§ WHAT TO DO:
Throughout the entries below, report every line where "hand" is found.

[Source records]
-*-

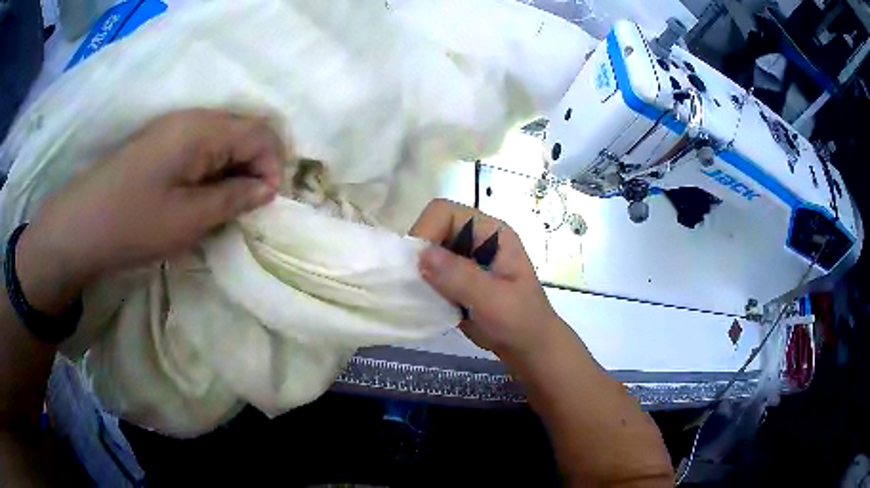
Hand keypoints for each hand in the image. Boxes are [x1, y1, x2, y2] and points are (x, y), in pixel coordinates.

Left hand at [15, 109, 284, 313]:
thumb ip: (233, 199)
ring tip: (225, 208)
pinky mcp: (160, 143)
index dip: (274, 166)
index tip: (267, 205)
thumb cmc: (134, 222)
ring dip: (232, 172)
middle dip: (255, 169)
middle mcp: (192, 119)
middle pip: (243, 133)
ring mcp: (173, 129)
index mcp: (202, 129)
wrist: (80, 225)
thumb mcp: (190, 218)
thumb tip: (265, 189)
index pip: (261, 132)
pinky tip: (202, 198)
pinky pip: (200, 150)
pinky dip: (211, 173)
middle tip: (248, 210)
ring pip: (222, 142)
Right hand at [410, 199, 562, 358]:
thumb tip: (421, 254)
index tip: (417, 264)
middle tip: (414, 282)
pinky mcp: (454, 280)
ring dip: (418, 271)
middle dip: (419, 253)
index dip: (426, 230)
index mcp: (490, 232)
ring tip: (419, 295)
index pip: (445, 212)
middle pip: (431, 229)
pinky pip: (428, 273)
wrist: (527, 348)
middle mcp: (474, 239)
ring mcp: (463, 260)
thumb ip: (460, 277)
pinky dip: (421, 285)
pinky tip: (425, 302)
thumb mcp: (494, 299)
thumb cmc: (521, 320)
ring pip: (426, 252)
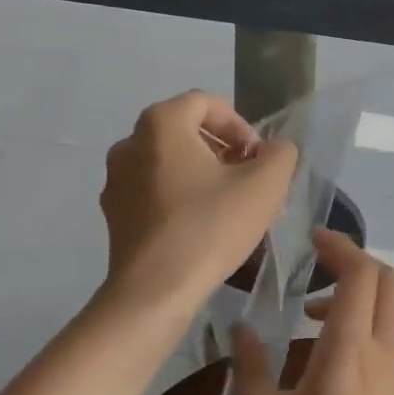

-*-

§ OUTPUT OF THE EXERCISE:
Hand keypoints for each hand in the image. Boxes are [x1, y1, x2, y2] and points are (x, y), in pixel coordinates.
Left hand at [15, 109, 284, 313]:
Right hand at [410, 199, 562, 358]:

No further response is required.